Belief propagation in genotype-phenotype networks.

Graphical models have proven to be a valuable tool for connecting genotypes and phenotypes. Structural learning of phenotype-genotype networks has received considerable attention in the post-genome era. In recent years, a dozen different methods have emerged for network inference, which leverage natural variation that arises in certain genetic populations. The structure of the network itself can be used to form hypotheses based on the inferred direct and indirect network relationships, but represents a premature endpoint to the graphical analyses. In this work, we extend this endpoint.
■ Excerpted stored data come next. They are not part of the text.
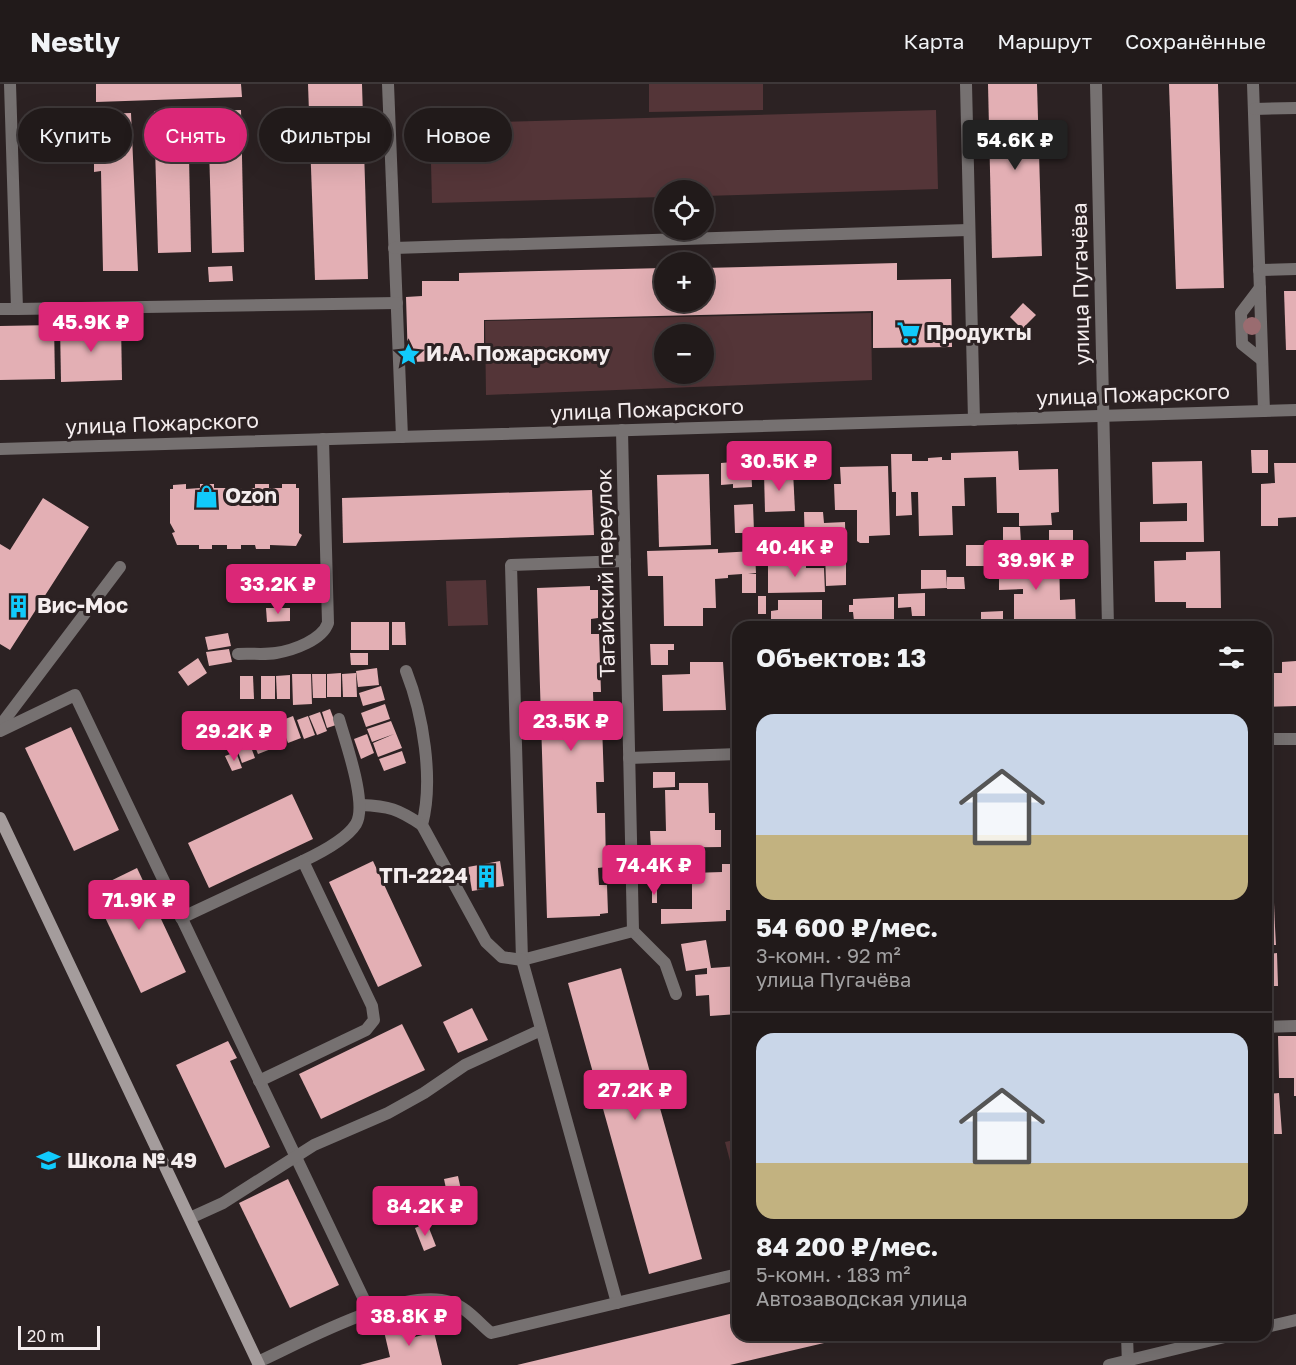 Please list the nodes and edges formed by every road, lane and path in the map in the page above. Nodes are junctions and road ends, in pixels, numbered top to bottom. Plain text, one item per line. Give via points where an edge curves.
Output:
1 (10, 84) edge
2 (388, 84) edge
3 (966, 84) edge
4 (1096, 84) edge
5 (1253, 84) edge
6 (1296, 108) edge
7 (1254, 109) junction
8 (968, 230) junction
9 (394, 248) junction
10 (1296, 269) edge
11 (1259, 270) junction
12 (1260, 288) junction
13 (396, 303) junction
14 (0, 309) edge
15 (17, 309) junction
16 (1262, 360) junction
17 (1296, 410) edge
18 (1264, 411) junction
19 (1104, 416) junction
20 (974, 420) junction
21 (622, 430) junction
22 (402, 437) junction
23 (323, 439) junction
24 (0, 449) edge
25 (625, 561) junction
26 (120, 567) dead end
27 (1108, 621) edge
28 (238, 654) dead end
29 (406, 671) dead end
30 (339, 719) dead end
31 (0, 726) edge
32 (0, 731) edge
33 (1272, 739) edge
34 (1296, 739) edge
35 (732, 754) edge
36 (629, 758) junction
37 (361, 805) junction
38 (0, 818) edge
39 (422, 825) junction
40 (303, 861) junction
41 (181, 918) junction
42 (633, 931) junction
43 (522, 960) junction
44 (676, 994) dead end
45 (1296, 1026) edge
46 (1272, 1027) edge
47 (541, 1030) junction
48 (259, 1081) junction
49 (294, 1156) junction
50 (190, 1218) junction
51 (732, 1275) edge
52 (617, 1303) junction
53 (370, 1312) junction
54 (1296, 1320) edge
55 (1272, 1326) edge
56 (1127, 1341) edge
57 (1210, 1341) edge
58 (1128, 1363) edge
59 (258, 1364) edge
60 (1109, 1365) edge

1 - 15 street
2 - 9 street
3 - 8 street
4 - 19 street, улица Пугачёва
5 - 7 street
6 - 7 street
7 - 11 street
8 - 9 street
8 - 20 street
9 - 13 street
10 - 11 street
11 - 12 street
12 - 16 street
12 - 16 street via 1241,313 1242,344
13 - 15 street
13 - 22 street
14 - 15 street
16 - 18 street
17 - 18 street, улица Пожарского
18 - 19 street, улица Пожарского
19 - 20 street, улица Пожарского
19 - 27 street, улица Пугачёва
20 - 21 street, улица Пожарского
21 - 22 street, улица Пожарского
21 - 25 street, Тагайский переулок
22 - 23 street, улица Пожарского
23 - 24 street, улица Пожарского
23 - 28 street via 328,623 325,631 277,653
25 - 36 street, Тагайский переулок
25 - 43 street via 511,565
26 - 31 street
29 - 39 street via 425,746 427,807
30 - 37 street
32 - 41 street via 75,695
33 - 34 street
35 - 36 street
36 - 42 street, Тагайский переулок
37 - 39 street via 400,811
37 - 40 street via 357,823 332,847
38 - 50 street
39 - 43 street via 486,942 502,957
40 - 41 street
40 - 48 street via 372,1006 374,1020 366,1030
41 - 48 street
42 - 43 street
42 - 44 street via 665,963
43 - 47 street
45 - 46 street
47 - 49 street via 465,1065 388,1113
47 - 52 street
48 - 49 street
49 - 50 street via 223,1203
49 - 53 street
50 - 59 street
51 - 52 street
52 - 53 street via 491,1333 452,1302 436,1299 409,1301
53 - 59 street
54 - 55 street
56 - 58 street
57 - 58 street
58 - 60 street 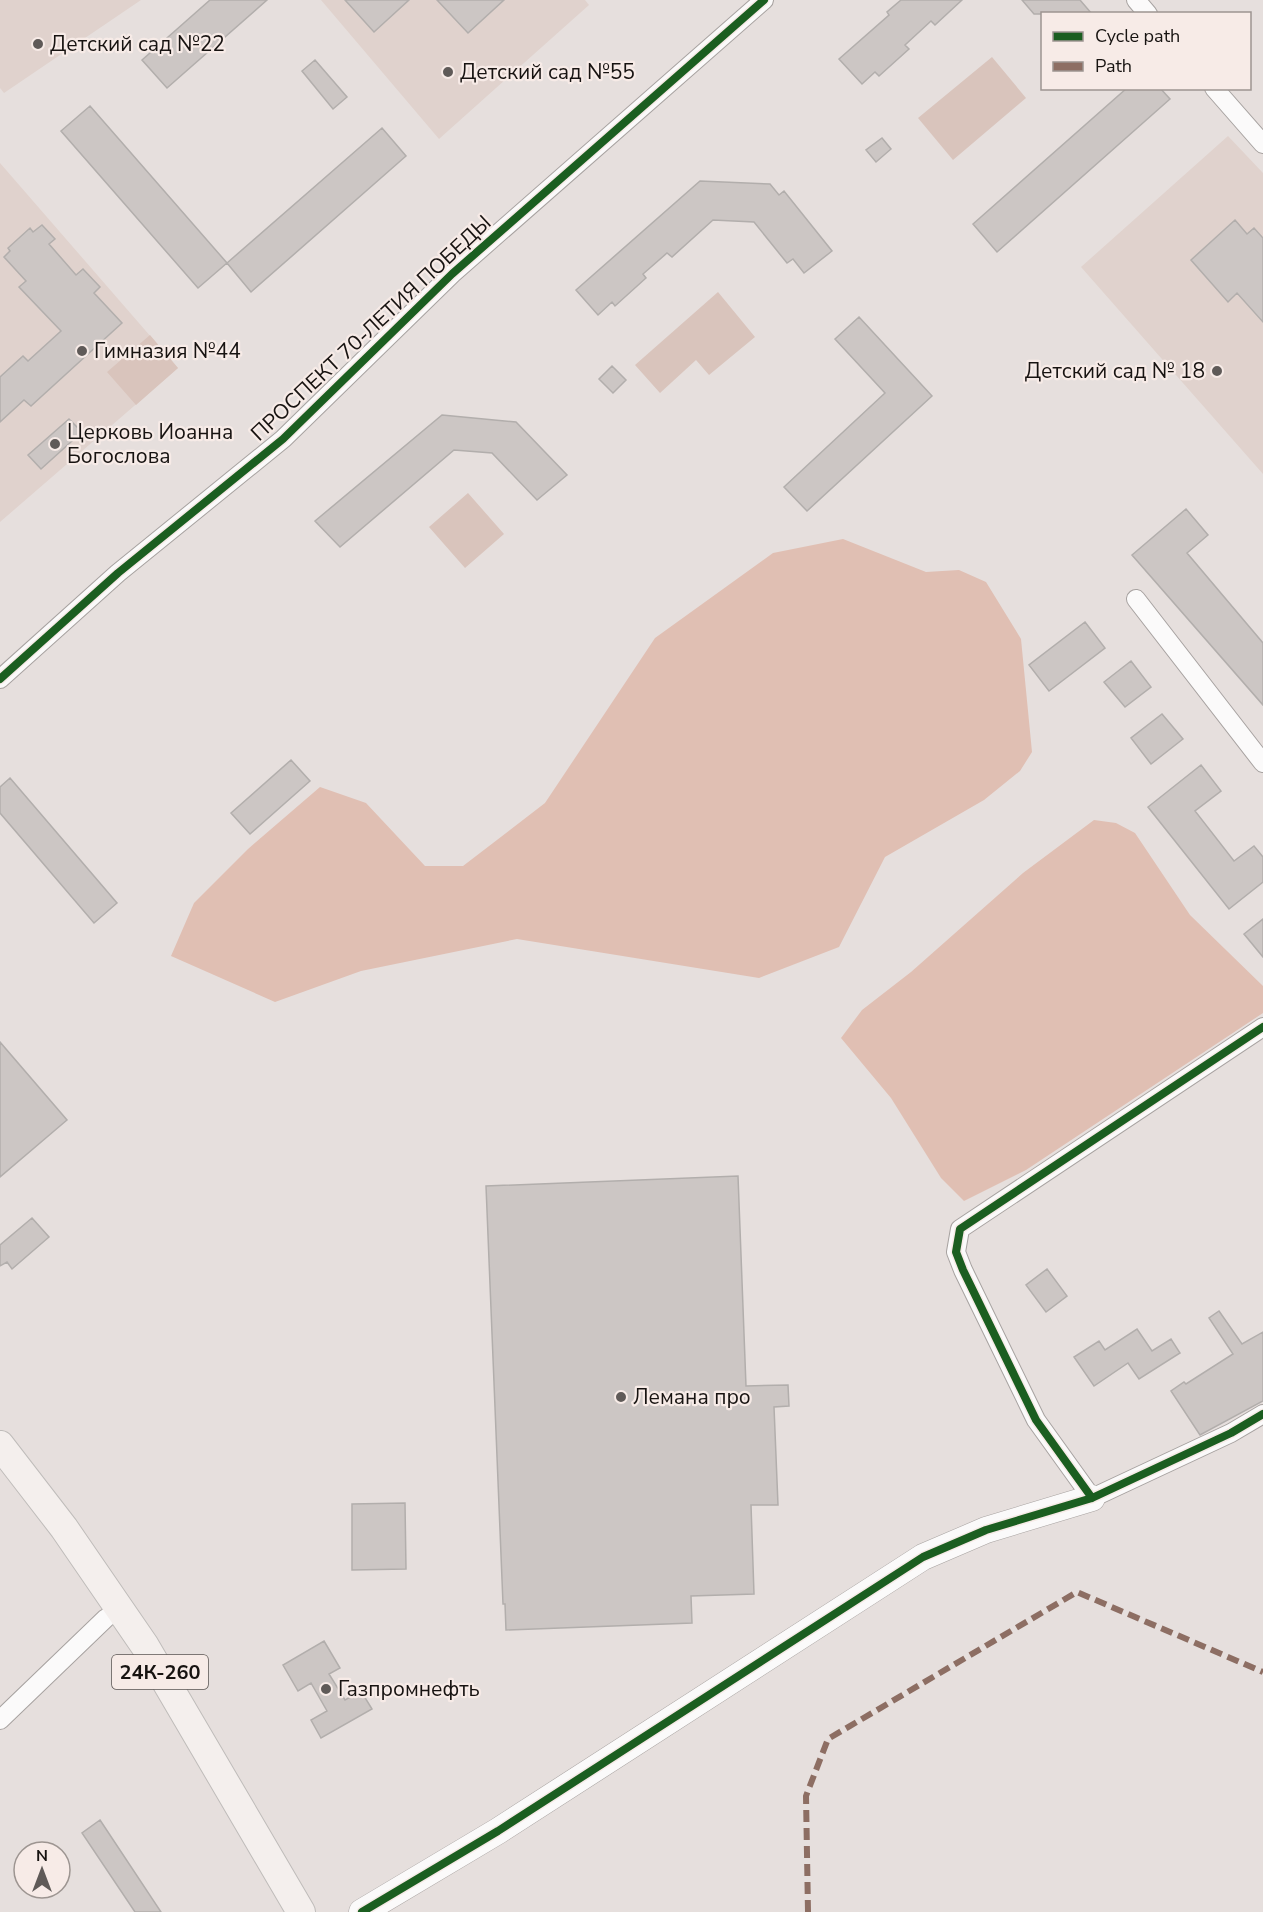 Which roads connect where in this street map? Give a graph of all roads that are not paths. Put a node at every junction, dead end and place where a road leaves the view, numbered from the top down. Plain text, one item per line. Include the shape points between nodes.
1 (765, 0) edge
2 (1136, 0) edge
3 (1146, 12) edge
4 (1216, 90) edge
5 (1263, 144) edge
6 (1136, 599) dead end
7 (0, 679) edge
8 (1263, 763) edge
9 (1263, 1027) edge
10 (1263, 1414) edge
11 (0, 1445) edge
12 (0, 1460) edge
13 (1092, 1498) junction
14 (106, 1618) junction
15 (0, 1720) edge
16 (282, 1912) edge
17 (301, 1912) edge
18 (362, 1912) edge

1 - 7 street, ПРОСПЕКТ 70-ЛЕТИЯ ПОБЕДЫ via 452,274 283,440 118,573
2 - 3 street
4 - 5 street
6 - 8 street
9 - 13 street via 960,1229 956,1252 963,1270 1036,1420
10 - 13 street
11 - 17 main road, 24К-260 via 64,1528 145,1646
12 - 14 main road, 24К-260
13 - 18 street via 986,1530 923,1557 498,1832
14 - 15 street
14 - 16 main road, 24К-260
We examine the unexplored problem of perturbing a given network structure, and quantifying the system-wide effects on the network in a node-wise manner. The perturbation is achieved through the setting of values of phenotype node(s), which may reflect an inhibition or activation, and propagating this information through the entire network. We leverage belief propagation methods in Conditional Gaussian Bayesian Networks (CG-BNs), in order to absorb and propagate phenotypic evidence through the network. We show that the modeling assumptions adopted for genotype-phenotype networks represent an important sub-class of CG-BNs, which possess properties that ensure exact inference in the propagation scheme. The system-wide effects of the perturbation are quantified in a node-wise manner through the comparison of perturbed and unperturbed marginal distributions using a symmetric Kullback-Leibler divergence. Applications to kidney and skin cancer expression quantitative trait loci (eQTL) data from different mus musculus populations are presented. System-wide effects in the network were predicted and visualized across a spectrum of evidence. Sub-pathways and regions of the network responded in concert, suggesting co-regulation and coordination throughout the network in response to phenotypic changes. We demonstrate how these predicted system-wide effects can be examined in connection with estimated class probabilities for covariates of interest, e.g. cancer status. Despite the uncertainty in the network structure, we demonstrate the system-wide predictions are stable across an ensemble of highly likely networks. A software package, geneNetBP, which implements our approach, was developed in the R programming language.